● **WORK TO BE COMPLETED**: An exact, complete copy of the data that follows is needed.

● **DATASET EXTRACT**:

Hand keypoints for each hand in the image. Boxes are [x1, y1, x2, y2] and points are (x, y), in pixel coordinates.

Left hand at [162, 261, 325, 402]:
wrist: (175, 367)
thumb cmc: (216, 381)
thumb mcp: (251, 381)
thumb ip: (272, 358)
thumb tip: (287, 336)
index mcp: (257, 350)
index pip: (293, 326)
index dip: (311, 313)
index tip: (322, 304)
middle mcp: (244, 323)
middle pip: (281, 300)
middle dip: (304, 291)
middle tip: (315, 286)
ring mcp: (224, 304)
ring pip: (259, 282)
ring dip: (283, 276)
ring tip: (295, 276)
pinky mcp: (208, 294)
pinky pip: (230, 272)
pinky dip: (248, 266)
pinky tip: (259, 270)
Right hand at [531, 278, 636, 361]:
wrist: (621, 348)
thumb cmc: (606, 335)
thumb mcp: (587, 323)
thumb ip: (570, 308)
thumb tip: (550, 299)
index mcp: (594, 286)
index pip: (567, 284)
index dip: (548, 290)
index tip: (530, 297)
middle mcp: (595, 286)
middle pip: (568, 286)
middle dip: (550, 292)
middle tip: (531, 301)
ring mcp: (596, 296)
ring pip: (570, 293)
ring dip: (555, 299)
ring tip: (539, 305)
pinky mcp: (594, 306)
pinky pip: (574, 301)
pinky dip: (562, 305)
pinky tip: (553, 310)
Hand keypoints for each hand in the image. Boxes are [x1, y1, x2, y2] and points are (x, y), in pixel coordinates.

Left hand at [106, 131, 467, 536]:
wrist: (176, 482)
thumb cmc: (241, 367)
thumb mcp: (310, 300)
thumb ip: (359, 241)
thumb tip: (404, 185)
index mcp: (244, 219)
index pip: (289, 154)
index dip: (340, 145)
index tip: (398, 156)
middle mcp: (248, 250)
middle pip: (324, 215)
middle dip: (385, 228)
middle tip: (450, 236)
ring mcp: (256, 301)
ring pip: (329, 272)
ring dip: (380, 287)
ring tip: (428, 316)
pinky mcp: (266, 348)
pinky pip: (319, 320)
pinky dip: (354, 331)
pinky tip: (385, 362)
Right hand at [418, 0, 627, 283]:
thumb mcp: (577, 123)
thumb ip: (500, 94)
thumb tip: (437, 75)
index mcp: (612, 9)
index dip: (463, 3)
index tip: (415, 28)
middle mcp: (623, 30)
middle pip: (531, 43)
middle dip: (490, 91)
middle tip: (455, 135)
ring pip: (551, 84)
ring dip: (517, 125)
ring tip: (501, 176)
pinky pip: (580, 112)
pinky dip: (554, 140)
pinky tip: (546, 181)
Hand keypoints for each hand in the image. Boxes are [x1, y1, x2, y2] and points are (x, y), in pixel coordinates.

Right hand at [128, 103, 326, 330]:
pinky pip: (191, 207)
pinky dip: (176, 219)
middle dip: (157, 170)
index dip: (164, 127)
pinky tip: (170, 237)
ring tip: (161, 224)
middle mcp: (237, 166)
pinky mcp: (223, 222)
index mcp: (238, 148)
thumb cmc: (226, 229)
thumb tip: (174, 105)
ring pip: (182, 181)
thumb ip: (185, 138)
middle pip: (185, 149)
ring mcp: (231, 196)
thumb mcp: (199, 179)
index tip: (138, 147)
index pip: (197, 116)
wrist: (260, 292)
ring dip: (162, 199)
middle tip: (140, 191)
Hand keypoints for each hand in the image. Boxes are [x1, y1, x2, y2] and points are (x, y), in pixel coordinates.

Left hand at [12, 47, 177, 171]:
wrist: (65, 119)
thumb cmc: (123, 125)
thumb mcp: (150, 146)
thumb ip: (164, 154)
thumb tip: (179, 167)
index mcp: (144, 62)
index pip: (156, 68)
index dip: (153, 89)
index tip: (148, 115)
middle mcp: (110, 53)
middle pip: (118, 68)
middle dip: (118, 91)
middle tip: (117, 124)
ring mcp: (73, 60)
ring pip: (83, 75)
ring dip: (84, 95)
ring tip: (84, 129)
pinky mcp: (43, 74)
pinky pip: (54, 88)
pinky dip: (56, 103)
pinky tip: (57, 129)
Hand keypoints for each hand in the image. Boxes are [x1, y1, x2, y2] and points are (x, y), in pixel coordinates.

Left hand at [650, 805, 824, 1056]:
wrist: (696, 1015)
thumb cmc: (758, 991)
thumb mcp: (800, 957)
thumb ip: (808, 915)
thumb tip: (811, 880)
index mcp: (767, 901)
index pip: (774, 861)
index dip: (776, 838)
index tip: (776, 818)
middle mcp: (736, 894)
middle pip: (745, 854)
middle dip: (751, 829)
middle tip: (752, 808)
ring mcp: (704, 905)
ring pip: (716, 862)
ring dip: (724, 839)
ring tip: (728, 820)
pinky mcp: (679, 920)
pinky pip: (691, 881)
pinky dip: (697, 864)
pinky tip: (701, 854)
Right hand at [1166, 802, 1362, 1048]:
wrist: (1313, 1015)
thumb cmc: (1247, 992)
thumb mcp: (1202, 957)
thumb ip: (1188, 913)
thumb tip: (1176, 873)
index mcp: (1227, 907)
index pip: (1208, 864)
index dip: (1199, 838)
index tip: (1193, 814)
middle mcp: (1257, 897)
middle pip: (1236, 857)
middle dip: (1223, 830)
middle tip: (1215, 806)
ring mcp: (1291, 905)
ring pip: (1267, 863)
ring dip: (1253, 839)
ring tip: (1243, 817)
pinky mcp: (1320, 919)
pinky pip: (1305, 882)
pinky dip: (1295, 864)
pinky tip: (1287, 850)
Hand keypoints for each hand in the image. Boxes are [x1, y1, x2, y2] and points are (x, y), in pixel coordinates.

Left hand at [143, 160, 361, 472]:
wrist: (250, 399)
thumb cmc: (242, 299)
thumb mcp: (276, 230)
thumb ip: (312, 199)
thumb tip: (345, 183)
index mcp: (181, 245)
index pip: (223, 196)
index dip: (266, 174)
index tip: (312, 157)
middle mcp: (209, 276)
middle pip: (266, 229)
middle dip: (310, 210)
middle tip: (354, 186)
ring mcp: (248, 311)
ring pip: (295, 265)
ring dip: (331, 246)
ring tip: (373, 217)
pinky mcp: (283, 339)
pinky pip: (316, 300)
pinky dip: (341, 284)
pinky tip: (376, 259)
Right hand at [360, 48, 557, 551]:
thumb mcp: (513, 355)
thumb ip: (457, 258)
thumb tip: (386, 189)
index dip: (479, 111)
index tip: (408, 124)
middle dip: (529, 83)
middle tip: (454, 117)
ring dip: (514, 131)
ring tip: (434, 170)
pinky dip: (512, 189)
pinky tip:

● **RESPONSE TO THIS EXERCISE**:
Hand keypoints for each hand in the image. Boxes are [x1, y1, x2, y2] and points are (x, y), in pixel coordinates.

Left hand at [162, 261, 325, 402]:
wrist: (175, 367)
thumb cmc: (216, 381)
thumb mcp: (251, 381)
thumb ip: (272, 358)
thumb tip: (287, 336)
index mcp: (257, 350)
index pip: (293, 326)
index dip: (311, 313)
index tip: (322, 304)
middle mcp: (244, 323)
middle pip: (281, 300)
middle dip: (304, 291)
middle tip: (315, 286)
ring mcp: (224, 304)
ring pip: (259, 282)
ring dip: (283, 276)
ring tip: (295, 276)
pinky mcp: (208, 294)
pinky pip: (230, 272)
pinky dip: (248, 266)
pinky tip: (259, 270)
Right hand at [531, 278, 636, 361]:
wrist: (621, 348)
thumb cmc: (606, 335)
thumb mcp: (587, 323)
thumb ip: (570, 308)
thumb tip: (550, 299)
index mcp: (594, 286)
index pip: (567, 284)
index dip: (548, 290)
index tip: (530, 297)
middle mcp: (595, 286)
middle pip: (568, 286)
middle dip: (550, 292)
middle tip: (531, 301)
ring mcp: (596, 296)
ring pip: (570, 293)
ring dip: (555, 299)
ring tip: (539, 305)
pinky mcp: (594, 306)
pinky pip: (574, 301)
pinky dip: (562, 305)
pinky tip: (553, 310)
Hand keypoints for each hand in the image. Boxes are [x1, y1, x2, y2] and points are (x, y), in pixel coordinates.

Left hand at [106, 131, 467, 536]:
wrist: (176, 482)
thumb cmc: (241, 367)
thumb mcp: (310, 300)
thumb ip: (359, 241)
thumb tip: (404, 185)
index mcp: (244, 219)
index pip: (289, 154)
index dip: (340, 145)
index tip: (398, 156)
middle mcp: (248, 250)
middle pip: (324, 215)
middle dip: (385, 228)
middle tip: (450, 236)
ring mcp: (256, 301)
ring pip: (329, 272)
ring dip: (380, 287)
ring tip: (428, 316)
pinky mcp: (266, 348)
pinky pip: (319, 320)
pinky dip: (354, 331)
pinky tip: (385, 362)
Right hand at [418, 0, 627, 283]:
thumb mcp: (577, 123)
thumb ip: (500, 94)
thumb tip: (437, 75)
index mcp: (612, 9)
index dip: (463, 3)
index tip: (415, 28)
middle mcp: (623, 30)
middle pip: (531, 43)
middle dip: (490, 91)
middle tip: (455, 135)
ring pip: (551, 84)
ring dip: (517, 125)
ring tip: (501, 176)
pinky pip: (580, 112)
pinky dip: (554, 140)
pinky tip: (546, 181)
Hand keypoints for each hand in the image. Boxes are [x1, y1, x2, y2] and points are (x, y), in pixel coordinates.

Right hand at [128, 103, 326, 330]:
pinky pip: (191, 207)
pinky dip: (176, 219)
middle dip: (157, 170)
index dip: (164, 127)
pinky tip: (170, 237)
ring tip: (161, 224)
middle mcp: (237, 166)
pinky mcp: (223, 222)
index mcp: (238, 148)
thumb cmc: (226, 229)
thumb tip: (174, 105)
ring pip: (182, 181)
thumb ip: (185, 138)
middle pip: (185, 149)
ring mcp: (231, 196)
thumb mcp: (199, 179)
index tip: (138, 147)
index pip: (197, 116)
wrist: (260, 292)
ring dip: (162, 199)
middle tip: (140, 191)
Hand keypoints for each hand in the image. Boxes are [x1, y1, x2, y2] and points are (x, y), in pixel coordinates.

Left hand at [12, 47, 177, 171]:
wrist: (65, 119)
thumb cmc: (123, 125)
thumb mcp: (150, 146)
thumb ip: (164, 154)
thumb tip: (179, 167)
index mcp: (144, 62)
index pip: (156, 68)
index dip: (153, 89)
index tip: (148, 115)
middle mcp: (110, 53)
middle pip: (118, 68)
middle dip: (118, 91)
middle tip: (117, 124)
ring mcp: (73, 60)
ring pip: (83, 75)
ring dip: (84, 95)
ring tip: (84, 129)
pinky mcp: (43, 74)
pinky pip: (54, 88)
pinky dip: (56, 103)
pinky tip: (57, 129)
Hand keypoints for each hand in the image. Boxes are [x1, y1, x2, y2] and points are (x, y), in pixel coordinates.

Left hand at [650, 805, 824, 1056]:
wrist: (696, 1015)
thumb cmc: (758, 991)
thumb mcp: (800, 957)
thumb ip: (808, 915)
thumb tip: (811, 880)
index mcp: (767, 901)
index pip: (774, 861)
index dip: (776, 838)
index tip: (776, 818)
middle mcp: (736, 894)
middle pip: (745, 854)
middle dip: (751, 829)
middle tip: (752, 808)
ring mcp: (704, 905)
ring pip: (716, 862)
ring dip: (724, 839)
ring tip: (728, 820)
pinky mcp: (679, 920)
pinky pip: (691, 881)
pinky dip: (697, 864)
pinky tip: (701, 854)
Right hand at [1166, 802, 1362, 1048]:
wrist: (1313, 1015)
thumb cmc: (1247, 992)
thumb mcp: (1202, 957)
thumb ip: (1188, 913)
thumb tip: (1176, 873)
index mcp: (1227, 907)
index pip: (1208, 864)
index dip: (1199, 838)
index tip: (1193, 814)
middle mcp: (1257, 897)
middle pip: (1236, 857)
middle dip: (1223, 830)
middle tip: (1215, 806)
ring mcp: (1291, 905)
ring pip: (1267, 863)
ring dip: (1253, 839)
ring tip: (1243, 817)
pinky mcp: (1320, 919)
pinky pip: (1305, 882)
pinky dip: (1295, 864)
pinky tip: (1287, 850)
Hand keypoints for each hand in the image. Boxes are [x1, y1, x2, y2] and points are (x, y), in pixel coordinates.

Left hand at [143, 160, 361, 472]:
wrist: (250, 399)
thumb cmc: (242, 299)
thumb mcp: (276, 230)
thumb ip: (312, 199)
thumb tip: (345, 183)
index mcp: (181, 245)
index pip: (223, 196)
index dip: (266, 174)
index tip: (312, 157)
middle mcp: (209, 276)
middle pip: (266, 229)
middle dip: (310, 210)
middle tip: (354, 186)
ring mcp: (248, 311)
ring pip: (295, 265)
ring dip: (331, 246)
ring tip: (373, 217)
pinky mcp: (283, 339)
pinky pip: (316, 300)
pinky dip: (341, 284)
pinky tip: (376, 259)
Right hand at [360, 48, 557, 551]:
thumb mcp: (513, 355)
thumb ip: (457, 258)
thumb tip: (386, 189)
index dip: (479, 111)
index tip: (408, 124)
middle dip: (529, 83)
middle tip: (454, 117)
ring dip: (514, 131)
ring tip: (434, 170)
pinky dip: (512, 189)
pinky tip:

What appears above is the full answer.